··· EXCERPTED RECORDS

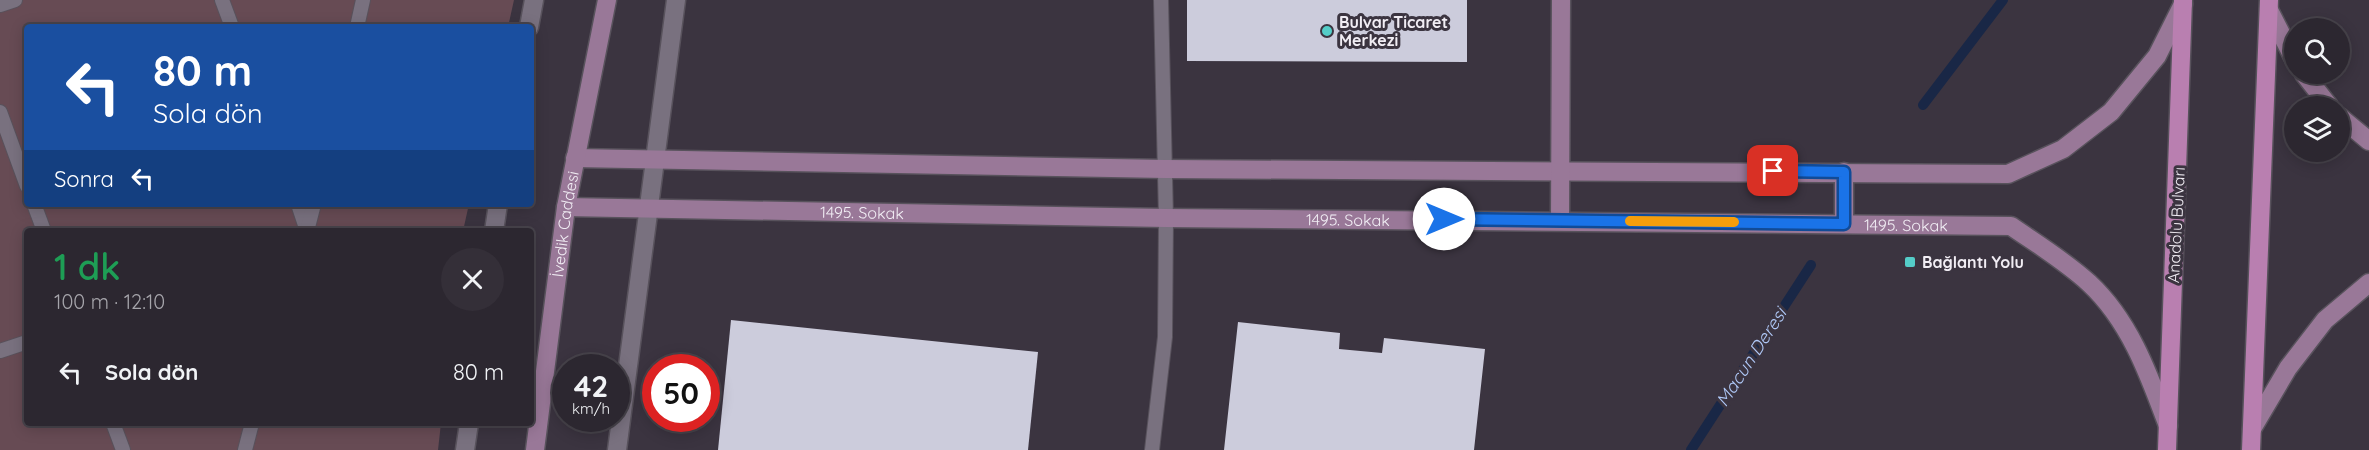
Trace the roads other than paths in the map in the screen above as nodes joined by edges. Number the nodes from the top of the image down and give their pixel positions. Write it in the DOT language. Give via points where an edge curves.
graph roads {
  1 [pos="15,0"];
  2 [pos="222,0"];
  3 [pos="363,0"];
  4 [pos="534,0"];
  5 [pos="607,0"];
  6 [pos="676,0"];
  7 [pos="1161,0"];
  8 [pos="1561,0"];
  9 [pos="2183,2"];
  10 [pos="0,5"];
  11 [pos="2269,5"];
  12 [pos="231,24"];
  13 [pos="358,24"];
  14 [pos="530,24"];
  15 [pos="2284,37"];
  16 [pos="2312,84"];
  17 [pos="2321,96"];
  18 [pos="0,112"];
  19 [pos="2350,125"];
  20 [pos="2369,141"];
  21 [pos="575,158"];
  22 [pos="655,159"];
  23 [pos="1165,169"];
  24 [pos="1560,169"];
  25 [pos="1844,172"];
  26 [pos="24,178"];
  27 [pos="35,207"];
  28 [pos="299,207"];
  29 [pos="313,207"];
  30 [pos="498,207"];
  31 [pos="566,207"];
  32 [pos="648,208"];
  33 [pos="1166,218"];
  34 [pos="1560,220"];
  35 [pos="1844,224"];
  36 [pos="43,228"];
  37 [pos="306,228"];
  38 [pos="308,228"];
  39 [pos="494,228"];
  40 [pos="2369,283"];
  41 [pos="24,343"];
  42 [pos="0,351"];
  43 [pos="114,426"];
  44 [pos="251,426"];
  45 [pos="469,426"];
  46 [pos="2168,426"];
  47 [pos="2252,429"];
  48 [pos="123,450"];
  49 [pos="245,450"];
  50 [pos="465,450"];
  51 [pos="535,450"];
  52 [pos="617,450"];
  53 [pos="1152,450"];
  54 [pos="2167,450"];
  55 [pos="2251,450"];
  1 -- 10 [label="lane"];
  2 -- 12 [label="lane"];
  3 -- 13 [label="lane"];
  4 -- 14 [label="street"];
  5 -- 21 [label="main road, İvedik Caddesi"];
  6 -- 22 [label="street"];
  7 -- 23 [label="lane"];
  8 -- 24 [label="main road"];
  9 -- 25 [label="main road" via="2157,56 2111,112 2063,149 2008,174"];
  9 -- 46 [label="main road, Anadolu Bulvarı"];
  11 -- 15 [label="main road"];
  11 -- 47 [label="main road"];
  16 -- 17 [label="main road"];
  18 -- 26 [label="lane"];
  19 -- 20 [label="main road"];
  21 -- 22 [label="main road"];
  21 -- 31 [label="main road, İvedik Caddesi"];
  22 -- 23 [label="main road"];
  22 -- 32 [label="street"];
  23 -- 24 [label="main road"];
  23 -- 33 [label="lane"];
  24 -- 25 [label="main road"];
  24 -- 34 [label="main road"];
  25 -- 35 [label="main road"];
  27 -- 36 [label="lane"];
  28 -- 37 [label="lane"];
  29 -- 38 [label="lane"];
  30 -- 39 [label="street"];
  31 -- 32 [label="main road, 1495. Sokak"];
  31 -- 51 [label="main road, İvedik Caddesi"];
  32 -- 33 [label="main road, 1495. Sokak"];
  32 -- 52 [label="street"];
  33 -- 34 [label="main road, 1495. Sokak"];
  33 -- 53 [label="lane" via="1165,337"];
  34 -- 35 [label="main road, 1495. Sokak"];
  35 -- 46 [label="main road, 1495. Sokak" via="2011,226 2090,284 2122,323 2145,365"];
  40 -- 47 [label="main road" via="2325,320 2288,368"];
  41 -- 42 [label="lane"];
  43 -- 48 [label="lane"];
  44 -- 49 [label="lane"];
  45 -- 50 [label="street"];
  46 -- 54 [label="main road, Anadolu Bulvarı"];
  47 -- 55 [label="main road"];
}
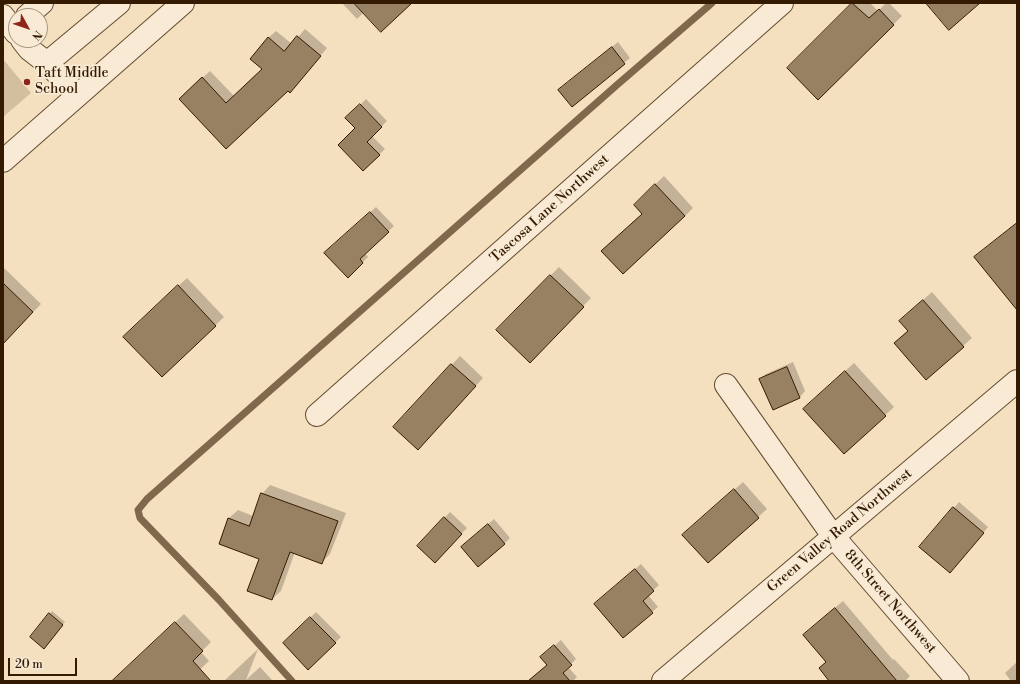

······

Retype the entire listing exactly as it appears, dropping only the pictures.

> [SOLVED EXERCISE]
Trace the roads other than paths in the map in the screen above as nodes joined by edges. Number the nodes from the top of the image down and give their pixel positions. Write it in the DOT language. Give via points where an edge curves.
graph roads {
  1 [pos="15,0"];
  2 [pos="222,0"];
  3 [pos="363,0"];
  4 [pos="534,0"];
  5 [pos="607,0"];
  6 [pos="676,0"];
  7 [pos="1161,0"];
  8 [pos="1561,0"];
  9 [pos="2183,2"];
  10 [pos="0,5"];
  11 [pos="2269,5"];
  12 [pos="231,24"];
  13 [pos="358,24"];
  14 [pos="530,24"];
  15 [pos="2284,37"];
  16 [pos="2312,84"];
  17 [pos="2321,96"];
  18 [pos="0,112"];
  19 [pos="2350,125"];
  20 [pos="2369,141"];
  21 [pos="575,158"];
  22 [pos="655,159"];
  23 [pos="1165,169"];
  24 [pos="1560,169"];
  25 [pos="1844,172"];
  26 [pos="24,178"];
  27 [pos="35,207"];
  28 [pos="299,207"];
  29 [pos="313,207"];
  30 [pos="498,207"];
  31 [pos="566,207"];
  32 [pos="648,208"];
  33 [pos="1166,218"];
  34 [pos="1560,220"];
  35 [pos="1844,224"];
  36 [pos="43,228"];
  37 [pos="306,228"];
  38 [pos="308,228"];
  39 [pos="494,228"];
  40 [pos="2369,283"];
  41 [pos="24,343"];
  42 [pos="0,351"];
  43 [pos="114,426"];
  44 [pos="251,426"];
  45 [pos="469,426"];
  46 [pos="2168,426"];
  47 [pos="2252,429"];
  48 [pos="123,450"];
  49 [pos="245,450"];
  50 [pos="465,450"];
  51 [pos="535,450"];
  52 [pos="617,450"];
  53 [pos="1152,450"];
  54 [pos="2167,450"];
  55 [pos="2251,450"];
  1 -- 10 [label="lane"];
  2 -- 12 [label="lane"];
  3 -- 13 [label="lane"];
  4 -- 14 [label="street"];
  5 -- 21 [label="main road, İvedik Caddesi"];
  6 -- 22 [label="street"];
  7 -- 23 [label="lane"];
  8 -- 24 [label="main road"];
  9 -- 25 [label="main road" via="2157,56 2111,112 2063,149 2008,174"];
  9 -- 46 [label="main road, Anadolu Bulvarı"];
  11 -- 15 [label="main road"];
  11 -- 47 [label="main road"];
  16 -- 17 [label="main road"];
  18 -- 26 [label="lane"];
  19 -- 20 [label="main road"];
  21 -- 22 [label="main road"];
  21 -- 31 [label="main road, İvedik Caddesi"];
  22 -- 23 [label="main road"];
  22 -- 32 [label="street"];
  23 -- 24 [label="main road"];
  23 -- 33 [label="lane"];
  24 -- 25 [label="main road"];
  24 -- 34 [label="main road"];
  25 -- 35 [label="main road"];
  27 -- 36 [label="lane"];
  28 -- 37 [label="lane"];
  29 -- 38 [label="lane"];
  30 -- 39 [label="street"];
  31 -- 32 [label="main road, 1495. Sokak"];
  31 -- 51 [label="main road, İvedik Caddesi"];
  32 -- 33 [label="main road, 1495. Sokak"];
  32 -- 52 [label="street"];
  33 -- 34 [label="main road, 1495. Sokak"];
  33 -- 53 [label="lane" via="1165,337"];
  34 -- 35 [label="main road, 1495. Sokak"];
  35 -- 46 [label="main road, 1495. Sokak" via="2011,226 2090,284 2122,323 2145,365"];
  40 -- 47 [label="main road" via="2325,320 2288,368"];
  41 -- 42 [label="lane"];
  43 -- 48 [label="lane"];
  44 -- 49 [label="lane"];
  45 -- 50 [label="street"];
  46 -- 54 [label="main road, Anadolu Bulvarı"];
  47 -- 55 [label="main road"];
}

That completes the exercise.